UPTOWN — A high-rise development proposed at the former site of Maryville Academy would put roughly 800 apartments and nearly 90,000 square feet of commercial space in a tax increment financing district near the lake.
The mixed-use development would be in the Clarendon/Montrose TIF district and is expected to cost at least $220 million, according to James Letchinger, president of JDL Development, which is partnering with Harlem Irving Companies on the project.
Another developer proposed a three-tower, 850-unit project for the site, but the idea fizzled in the face of opposition from neighbors and Ald. James Cappleman (46th). Neighbors complained that the developer did not sufficiently include the community in the planning process, and the project was too massive.
This project is not much smaller, but Letchinger said he is making an effort to establish rapport with stakeholders in the community and keep the process transparent.
This time around, Cappleman said, "There is an openness to seeing something there," after a Nov. 14 community meeting where neighbors heard the developers' pitch.
"I've been to community meetings for well over a decade to discuss developments, and I've never heard any developer get a round of applause from the residents — so that says something," Cappleman said.
The developer still has to clear hurdles, including the ward's zoning committee, before the project gets a green light. Construction would take about a year and a half.
The next public meeting to review the proposal is 7 p.m. Dec. 13 at the Clarendon Park Field House.
The development would include a north and south tower, with 151 units in the former and 626 in the latter. Studio apartments would be about $1,300 a month, and one-bedrooms would be about $1,600. There would be 557 parking spaces for residents, and 87,999 square feet of commercial space included. The development would be no taller than 315 feet. The project should create more than 300 construction jobs and 200 permanent jobs, according to JDL.
Letchinger said the amount of TIF funds he will request is contingent on project needs and community demands. Because the complex would reside in a TIF district, it would have to set aside 20 percent of the units for affordable housing, according to city rules.
But the developers plan to reduce the amount of affordable housing via contributions to the city's Low-Income Housing Trust Fund, they said.
Cappleman and Letchinger both mentioned unresolved issues related to density, height, parking, traffic and prospective retailers for the commercial space. Letchinger said some neighbors who would share an alley with the development are worried about where a loading dock would be placed.
"We can't solve everybody's issues, but we're going to try pretty hard," he said.
There's also the question of what to do with a portion of public park space that is included in the TIF district. Some residents want to keep it as recreational space, and others prefer a more retail-minded use of the land.
Maryville was last used to evaluate and house children who were wards of the state before it closed in 2009. The empty complex consists of two buildings on the northwest and northeast corners of Clarendon and Montrose connected by an elevated walkway.

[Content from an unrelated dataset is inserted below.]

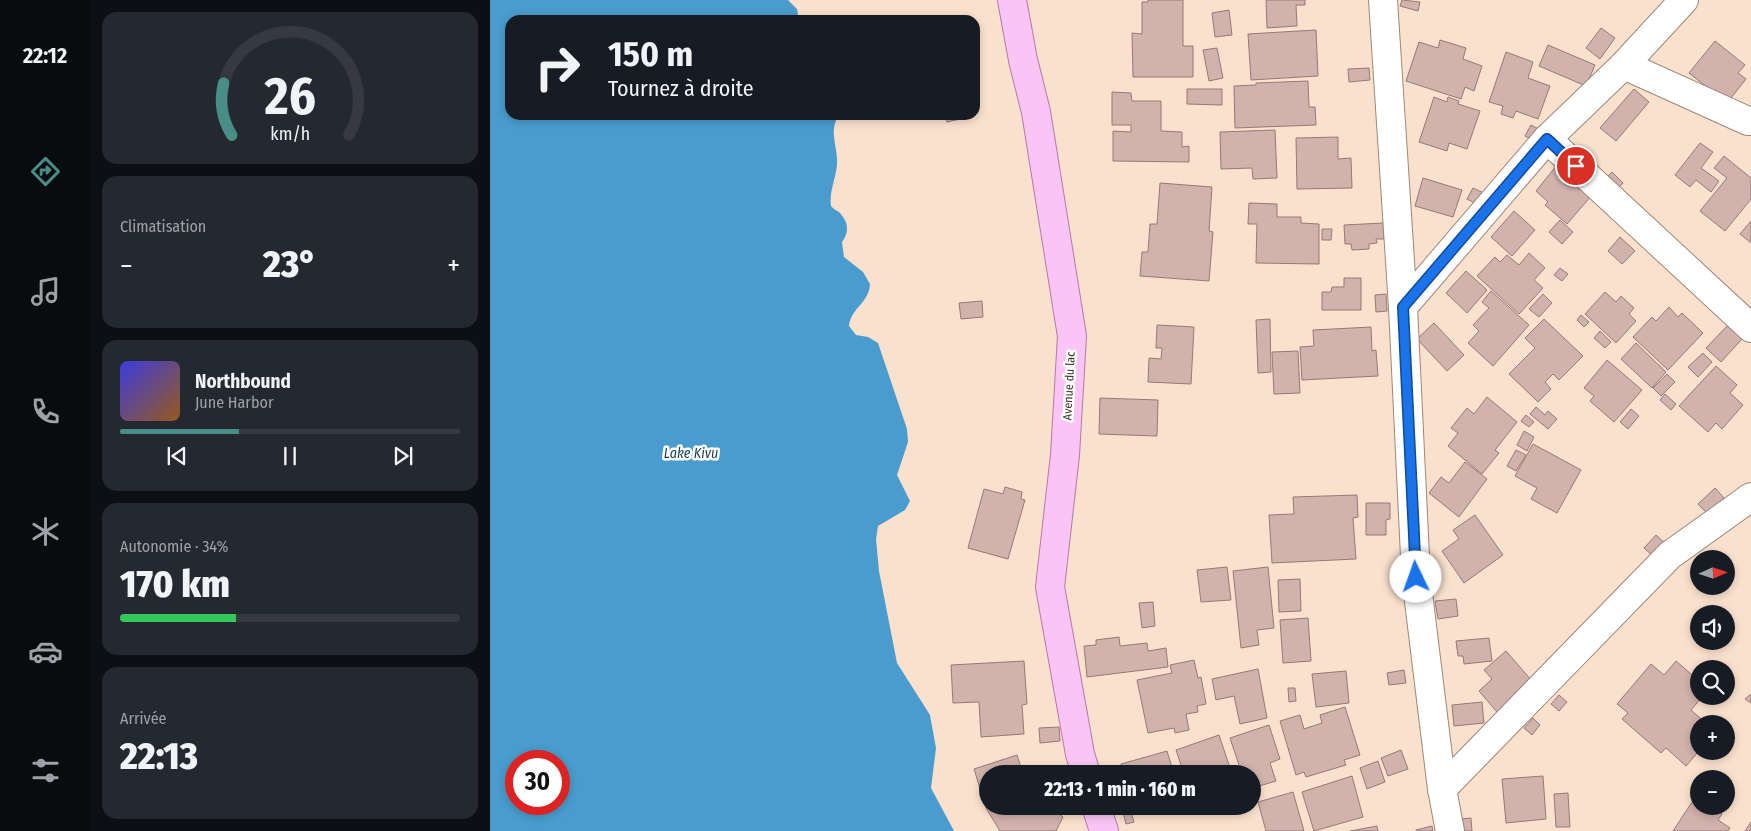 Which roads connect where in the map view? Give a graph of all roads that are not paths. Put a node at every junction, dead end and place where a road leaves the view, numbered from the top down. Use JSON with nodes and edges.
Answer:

Gordon Holmes, 50, lives south of the site, in the 4300 block of North Clarendon Avenue. He said he walks by the complex daily and thinks to himself, "'Man, look at all that wasted parking."
"As it is now, it's all boarded up. It's pretty much an eyesore. At least they cut the grass every now and then, but it's a waste of space as it is," Holmes said.
He supports "anything to improve property values," in the area, and cited the Wilson Yard TIF district development a few blocks northwest of the Maryville site as an example of a mixed-use development that has brightened the neighborhood.
Holmes also is concerned about parking but said, "Parking around here sucks to begin with."
"Even if they leveled the buildings and made parking space, that wouldn't be a bad thing either," he said with a chuckle.